• [What the task requires] Below are the entries. Set down exactly the line containing "<h2>Nearby<small></small></h2>" and each line after it.

++++++

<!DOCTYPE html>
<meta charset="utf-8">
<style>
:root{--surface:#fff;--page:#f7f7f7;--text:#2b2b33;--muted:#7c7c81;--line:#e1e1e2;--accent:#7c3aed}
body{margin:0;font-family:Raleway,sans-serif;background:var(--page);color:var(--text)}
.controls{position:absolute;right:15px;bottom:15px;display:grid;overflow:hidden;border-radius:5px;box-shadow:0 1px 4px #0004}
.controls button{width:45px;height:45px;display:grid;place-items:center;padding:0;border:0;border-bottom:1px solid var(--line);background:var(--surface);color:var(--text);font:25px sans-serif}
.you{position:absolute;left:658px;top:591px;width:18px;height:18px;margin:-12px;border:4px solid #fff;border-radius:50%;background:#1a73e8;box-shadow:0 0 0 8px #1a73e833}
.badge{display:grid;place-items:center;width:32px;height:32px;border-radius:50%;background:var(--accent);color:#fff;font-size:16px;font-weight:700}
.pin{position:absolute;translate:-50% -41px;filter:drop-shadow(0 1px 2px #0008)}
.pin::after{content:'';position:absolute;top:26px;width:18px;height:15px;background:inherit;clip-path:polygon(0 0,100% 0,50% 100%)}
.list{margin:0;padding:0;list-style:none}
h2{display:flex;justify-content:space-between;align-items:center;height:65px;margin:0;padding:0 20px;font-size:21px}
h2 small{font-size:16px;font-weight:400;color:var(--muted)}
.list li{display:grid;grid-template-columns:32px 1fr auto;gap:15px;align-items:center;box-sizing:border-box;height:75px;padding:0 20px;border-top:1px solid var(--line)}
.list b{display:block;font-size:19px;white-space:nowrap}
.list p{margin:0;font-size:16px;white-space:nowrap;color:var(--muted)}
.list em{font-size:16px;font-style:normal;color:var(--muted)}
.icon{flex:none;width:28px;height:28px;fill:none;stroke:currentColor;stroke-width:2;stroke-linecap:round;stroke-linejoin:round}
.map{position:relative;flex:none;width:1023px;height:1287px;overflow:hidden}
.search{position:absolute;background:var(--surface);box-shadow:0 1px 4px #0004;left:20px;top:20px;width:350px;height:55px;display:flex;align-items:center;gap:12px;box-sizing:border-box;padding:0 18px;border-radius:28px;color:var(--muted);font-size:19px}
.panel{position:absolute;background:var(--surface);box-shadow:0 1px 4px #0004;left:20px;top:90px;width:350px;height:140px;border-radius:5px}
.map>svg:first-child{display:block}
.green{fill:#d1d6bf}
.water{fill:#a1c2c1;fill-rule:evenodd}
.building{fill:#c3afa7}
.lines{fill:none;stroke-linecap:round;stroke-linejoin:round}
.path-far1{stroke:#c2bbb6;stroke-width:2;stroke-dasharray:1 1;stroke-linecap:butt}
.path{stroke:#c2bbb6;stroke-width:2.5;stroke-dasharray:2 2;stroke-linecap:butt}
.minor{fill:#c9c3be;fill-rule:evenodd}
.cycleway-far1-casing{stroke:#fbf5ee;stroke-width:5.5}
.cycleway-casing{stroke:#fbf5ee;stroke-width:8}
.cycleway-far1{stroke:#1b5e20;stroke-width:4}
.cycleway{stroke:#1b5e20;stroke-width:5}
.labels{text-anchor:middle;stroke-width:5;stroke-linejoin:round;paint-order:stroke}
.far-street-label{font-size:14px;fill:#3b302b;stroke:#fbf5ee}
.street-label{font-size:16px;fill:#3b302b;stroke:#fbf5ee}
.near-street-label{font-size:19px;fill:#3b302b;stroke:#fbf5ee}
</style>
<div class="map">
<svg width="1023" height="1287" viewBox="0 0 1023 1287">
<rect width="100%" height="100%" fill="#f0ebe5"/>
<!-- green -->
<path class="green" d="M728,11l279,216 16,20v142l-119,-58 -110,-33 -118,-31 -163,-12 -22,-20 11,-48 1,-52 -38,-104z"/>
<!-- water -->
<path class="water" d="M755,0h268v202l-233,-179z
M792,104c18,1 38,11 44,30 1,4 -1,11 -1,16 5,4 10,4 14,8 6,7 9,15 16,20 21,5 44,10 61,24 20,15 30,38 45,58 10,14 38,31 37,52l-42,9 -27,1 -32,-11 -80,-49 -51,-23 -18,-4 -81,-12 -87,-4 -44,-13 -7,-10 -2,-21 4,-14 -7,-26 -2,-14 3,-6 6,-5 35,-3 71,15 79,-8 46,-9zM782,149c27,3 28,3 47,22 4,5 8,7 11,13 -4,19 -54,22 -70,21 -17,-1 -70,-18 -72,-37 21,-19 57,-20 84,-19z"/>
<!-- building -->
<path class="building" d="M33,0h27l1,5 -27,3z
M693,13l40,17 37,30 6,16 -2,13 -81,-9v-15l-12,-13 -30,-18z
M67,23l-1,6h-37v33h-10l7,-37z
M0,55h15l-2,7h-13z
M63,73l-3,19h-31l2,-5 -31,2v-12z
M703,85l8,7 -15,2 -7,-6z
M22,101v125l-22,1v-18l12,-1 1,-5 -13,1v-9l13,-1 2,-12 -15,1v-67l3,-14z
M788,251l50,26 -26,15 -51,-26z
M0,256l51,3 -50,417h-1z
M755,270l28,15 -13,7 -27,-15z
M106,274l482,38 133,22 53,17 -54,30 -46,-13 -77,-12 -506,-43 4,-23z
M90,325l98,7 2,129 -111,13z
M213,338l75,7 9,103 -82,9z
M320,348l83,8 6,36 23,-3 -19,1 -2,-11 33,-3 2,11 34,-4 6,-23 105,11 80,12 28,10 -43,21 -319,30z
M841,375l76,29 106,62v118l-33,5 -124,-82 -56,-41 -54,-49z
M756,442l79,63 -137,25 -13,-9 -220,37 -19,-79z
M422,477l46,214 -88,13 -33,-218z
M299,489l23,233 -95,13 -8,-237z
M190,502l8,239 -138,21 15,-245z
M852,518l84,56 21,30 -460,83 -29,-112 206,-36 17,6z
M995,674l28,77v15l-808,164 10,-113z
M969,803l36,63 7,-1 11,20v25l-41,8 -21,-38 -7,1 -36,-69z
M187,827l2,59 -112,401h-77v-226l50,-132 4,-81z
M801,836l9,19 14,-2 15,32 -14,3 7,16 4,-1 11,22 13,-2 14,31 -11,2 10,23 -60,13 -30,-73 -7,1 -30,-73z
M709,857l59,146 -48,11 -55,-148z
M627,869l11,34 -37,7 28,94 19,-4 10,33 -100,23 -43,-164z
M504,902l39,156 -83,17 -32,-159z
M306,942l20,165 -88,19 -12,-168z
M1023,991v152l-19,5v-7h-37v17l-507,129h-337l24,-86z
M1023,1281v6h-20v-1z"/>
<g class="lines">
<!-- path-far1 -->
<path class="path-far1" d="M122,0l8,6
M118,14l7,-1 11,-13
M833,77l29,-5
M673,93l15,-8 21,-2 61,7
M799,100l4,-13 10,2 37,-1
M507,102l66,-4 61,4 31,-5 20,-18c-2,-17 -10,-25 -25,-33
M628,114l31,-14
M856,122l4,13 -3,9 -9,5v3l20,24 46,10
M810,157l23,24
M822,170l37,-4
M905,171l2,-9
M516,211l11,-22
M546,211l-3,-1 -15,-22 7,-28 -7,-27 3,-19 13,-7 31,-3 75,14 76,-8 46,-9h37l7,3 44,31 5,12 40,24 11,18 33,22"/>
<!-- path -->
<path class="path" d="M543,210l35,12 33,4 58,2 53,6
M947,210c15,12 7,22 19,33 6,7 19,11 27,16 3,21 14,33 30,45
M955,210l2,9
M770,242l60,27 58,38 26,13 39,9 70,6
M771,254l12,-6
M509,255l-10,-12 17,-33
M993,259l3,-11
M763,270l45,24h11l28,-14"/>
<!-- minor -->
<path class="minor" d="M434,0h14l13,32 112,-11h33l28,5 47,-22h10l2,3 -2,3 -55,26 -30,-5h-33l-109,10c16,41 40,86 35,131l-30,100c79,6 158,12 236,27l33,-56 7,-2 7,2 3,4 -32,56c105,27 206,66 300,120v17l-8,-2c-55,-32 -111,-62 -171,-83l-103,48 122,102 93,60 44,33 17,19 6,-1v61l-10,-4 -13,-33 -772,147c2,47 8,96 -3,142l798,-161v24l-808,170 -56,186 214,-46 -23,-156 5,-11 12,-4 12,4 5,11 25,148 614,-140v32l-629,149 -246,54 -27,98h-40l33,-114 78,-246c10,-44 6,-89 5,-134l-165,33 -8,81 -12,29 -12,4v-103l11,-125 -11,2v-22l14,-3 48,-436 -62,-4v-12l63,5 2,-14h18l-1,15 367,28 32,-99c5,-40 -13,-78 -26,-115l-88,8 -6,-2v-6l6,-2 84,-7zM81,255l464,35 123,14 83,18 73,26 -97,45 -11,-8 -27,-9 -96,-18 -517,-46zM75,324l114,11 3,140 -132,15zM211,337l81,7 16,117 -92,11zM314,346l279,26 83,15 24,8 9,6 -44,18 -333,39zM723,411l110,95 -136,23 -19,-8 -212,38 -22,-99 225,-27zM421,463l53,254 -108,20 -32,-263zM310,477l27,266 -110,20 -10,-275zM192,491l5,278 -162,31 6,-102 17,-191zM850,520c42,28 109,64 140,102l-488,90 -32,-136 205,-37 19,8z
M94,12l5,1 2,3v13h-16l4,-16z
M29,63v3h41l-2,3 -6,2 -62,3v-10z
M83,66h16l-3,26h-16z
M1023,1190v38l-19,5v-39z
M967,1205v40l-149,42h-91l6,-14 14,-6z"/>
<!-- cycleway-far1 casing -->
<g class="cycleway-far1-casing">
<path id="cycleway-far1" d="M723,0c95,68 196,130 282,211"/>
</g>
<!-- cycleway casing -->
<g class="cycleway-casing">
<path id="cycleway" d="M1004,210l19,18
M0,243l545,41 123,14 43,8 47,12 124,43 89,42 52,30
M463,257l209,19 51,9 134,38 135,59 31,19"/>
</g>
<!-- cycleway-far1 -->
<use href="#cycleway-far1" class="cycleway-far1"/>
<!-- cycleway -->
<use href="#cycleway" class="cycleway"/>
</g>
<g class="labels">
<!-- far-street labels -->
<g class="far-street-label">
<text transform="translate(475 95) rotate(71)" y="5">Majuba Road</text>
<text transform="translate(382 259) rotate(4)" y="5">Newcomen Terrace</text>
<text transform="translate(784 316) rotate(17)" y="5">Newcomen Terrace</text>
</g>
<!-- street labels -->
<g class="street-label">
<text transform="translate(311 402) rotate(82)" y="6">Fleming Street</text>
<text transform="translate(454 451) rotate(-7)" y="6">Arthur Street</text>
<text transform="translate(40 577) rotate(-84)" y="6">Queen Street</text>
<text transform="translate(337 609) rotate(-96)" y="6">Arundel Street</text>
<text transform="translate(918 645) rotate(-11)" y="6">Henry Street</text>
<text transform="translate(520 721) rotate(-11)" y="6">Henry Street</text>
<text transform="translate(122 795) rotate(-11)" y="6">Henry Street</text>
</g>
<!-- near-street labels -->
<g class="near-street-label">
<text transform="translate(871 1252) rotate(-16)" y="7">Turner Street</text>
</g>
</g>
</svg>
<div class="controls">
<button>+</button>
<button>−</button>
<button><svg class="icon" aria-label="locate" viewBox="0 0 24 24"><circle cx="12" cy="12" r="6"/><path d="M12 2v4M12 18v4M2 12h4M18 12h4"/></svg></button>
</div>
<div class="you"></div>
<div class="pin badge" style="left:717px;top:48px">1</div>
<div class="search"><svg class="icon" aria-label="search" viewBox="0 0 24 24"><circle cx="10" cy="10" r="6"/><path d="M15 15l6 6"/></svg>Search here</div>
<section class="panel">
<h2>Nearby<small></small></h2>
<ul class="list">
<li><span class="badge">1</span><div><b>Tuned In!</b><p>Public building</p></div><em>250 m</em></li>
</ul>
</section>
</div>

++++++

• [Reply]
<h2>Nearby<small></small></h2>
<ul class="list">
<li><span class="badge">1</span><div><b>Tuned In!</b><p>Public building</p></div><em>250 m</em></li>
</ul>
</section>
</div>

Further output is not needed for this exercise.